Checking AI-Written Code
After reading this guide, you will know:
- Why architecture checks matter for generated code.
- How to use ArchSpec after an AI-assisted change.
- When to update the spec, baseline, or code.
The Rule
Generated code should pass the same architecture checks as hand-written code.
ArchSpec helps because the rules are explicit and repeatable. A tool can write code quickly, but it does not know your team’s boundaries unless those boundaries are executable.
Review Flow
After an AI-assisted change, run:
bundle exec archspec check
If it fails, do not start by changing the spec. Read the evidence:
[methods.forbid] app/services/create_user.rb:7:5
services must not call #redirect_to
evidence: CreateUser calls redirect_to
Then ask:
- Is the generated code in the right component?
- Did it call a framework API from the wrong place?

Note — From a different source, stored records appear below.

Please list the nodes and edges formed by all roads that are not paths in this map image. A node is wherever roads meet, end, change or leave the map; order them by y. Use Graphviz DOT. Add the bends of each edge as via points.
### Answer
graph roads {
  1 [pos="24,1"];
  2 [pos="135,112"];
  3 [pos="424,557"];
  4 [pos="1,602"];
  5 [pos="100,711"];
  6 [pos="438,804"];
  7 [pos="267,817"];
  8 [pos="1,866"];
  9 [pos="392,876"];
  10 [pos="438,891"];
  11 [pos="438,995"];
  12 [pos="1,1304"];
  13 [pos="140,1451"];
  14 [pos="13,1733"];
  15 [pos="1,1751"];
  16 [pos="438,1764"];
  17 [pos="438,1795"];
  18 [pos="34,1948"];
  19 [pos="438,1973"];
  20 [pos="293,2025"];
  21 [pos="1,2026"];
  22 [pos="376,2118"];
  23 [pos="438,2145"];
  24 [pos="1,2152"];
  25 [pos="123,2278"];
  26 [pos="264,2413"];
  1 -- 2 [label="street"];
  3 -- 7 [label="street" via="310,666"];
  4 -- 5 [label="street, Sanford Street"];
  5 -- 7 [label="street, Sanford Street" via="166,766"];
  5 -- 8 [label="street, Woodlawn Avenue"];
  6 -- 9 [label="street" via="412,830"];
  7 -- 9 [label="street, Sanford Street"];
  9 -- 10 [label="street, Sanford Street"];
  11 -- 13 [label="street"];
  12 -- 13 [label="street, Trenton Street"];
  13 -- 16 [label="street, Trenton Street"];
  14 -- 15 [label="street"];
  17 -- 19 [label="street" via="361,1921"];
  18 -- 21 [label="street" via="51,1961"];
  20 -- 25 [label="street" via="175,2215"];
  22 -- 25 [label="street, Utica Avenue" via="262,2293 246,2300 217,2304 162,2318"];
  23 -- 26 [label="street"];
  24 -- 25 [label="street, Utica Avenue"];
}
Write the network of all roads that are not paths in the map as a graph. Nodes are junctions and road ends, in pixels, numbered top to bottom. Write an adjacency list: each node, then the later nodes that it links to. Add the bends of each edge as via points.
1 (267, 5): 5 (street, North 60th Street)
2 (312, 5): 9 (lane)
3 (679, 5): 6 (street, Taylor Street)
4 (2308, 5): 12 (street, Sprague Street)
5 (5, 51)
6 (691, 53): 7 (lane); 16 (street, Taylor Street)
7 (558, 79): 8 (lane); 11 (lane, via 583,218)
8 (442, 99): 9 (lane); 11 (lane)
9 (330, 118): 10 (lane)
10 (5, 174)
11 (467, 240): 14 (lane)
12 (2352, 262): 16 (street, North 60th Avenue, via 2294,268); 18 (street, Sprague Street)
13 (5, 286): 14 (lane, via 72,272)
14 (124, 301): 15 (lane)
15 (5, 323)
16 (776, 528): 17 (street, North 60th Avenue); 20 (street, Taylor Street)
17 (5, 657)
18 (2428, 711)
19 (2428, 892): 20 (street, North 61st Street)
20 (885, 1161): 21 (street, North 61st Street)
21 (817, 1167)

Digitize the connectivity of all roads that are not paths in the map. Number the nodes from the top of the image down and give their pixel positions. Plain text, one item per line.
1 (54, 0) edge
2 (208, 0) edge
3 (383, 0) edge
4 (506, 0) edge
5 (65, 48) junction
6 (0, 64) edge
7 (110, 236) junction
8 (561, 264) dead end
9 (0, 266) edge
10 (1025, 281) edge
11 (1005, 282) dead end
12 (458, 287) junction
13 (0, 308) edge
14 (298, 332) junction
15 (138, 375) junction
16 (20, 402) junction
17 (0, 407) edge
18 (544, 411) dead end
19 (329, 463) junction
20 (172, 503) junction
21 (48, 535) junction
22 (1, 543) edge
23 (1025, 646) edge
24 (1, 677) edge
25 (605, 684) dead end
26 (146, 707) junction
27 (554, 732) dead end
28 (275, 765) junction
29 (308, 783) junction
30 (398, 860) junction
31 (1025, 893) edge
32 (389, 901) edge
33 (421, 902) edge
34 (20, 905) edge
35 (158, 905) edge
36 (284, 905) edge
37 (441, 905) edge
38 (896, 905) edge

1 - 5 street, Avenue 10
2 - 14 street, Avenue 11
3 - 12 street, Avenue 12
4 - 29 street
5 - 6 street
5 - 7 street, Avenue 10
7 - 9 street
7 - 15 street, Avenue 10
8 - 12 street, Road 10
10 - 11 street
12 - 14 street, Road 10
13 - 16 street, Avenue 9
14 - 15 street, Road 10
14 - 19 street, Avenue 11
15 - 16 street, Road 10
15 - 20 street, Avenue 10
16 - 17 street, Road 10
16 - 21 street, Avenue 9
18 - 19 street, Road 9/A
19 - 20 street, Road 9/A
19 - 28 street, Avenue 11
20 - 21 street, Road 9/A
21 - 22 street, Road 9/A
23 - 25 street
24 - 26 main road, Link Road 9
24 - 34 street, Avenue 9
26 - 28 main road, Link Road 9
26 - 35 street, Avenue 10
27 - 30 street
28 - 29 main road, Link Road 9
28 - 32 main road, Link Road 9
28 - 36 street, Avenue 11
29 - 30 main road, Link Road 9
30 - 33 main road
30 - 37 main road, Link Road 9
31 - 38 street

- Did it introduce a dependency direction the app does not allow?
- Is the rule still true?
Most failures should be fixed in the generated code.
Use Explain
bundle exec archspec explain app/services/create_user.rb
explain shows the expected constant, defined constants, component assignment, suppressions, and outgoing facts. Use it when a failure looks surprising.
Do Not Hide New Failures
Baselines are for adopting ArchSpec in an existing app:
baseline ".archspec_todo.yml"
bundle exec archspec check --update-baseline
Do not update the baseline to accept new generated code. Fix the code, or change the rule intentionally.
Local Suppressions
Use a local suppression only when the exception is deliberate and narrow:
class User
# archspec:disable-next-line dependencies.forbid -- legacy admin export
Admin::UsersController
end
Prefer disable-next-line over block suppressions. The comment should say why the exception exists.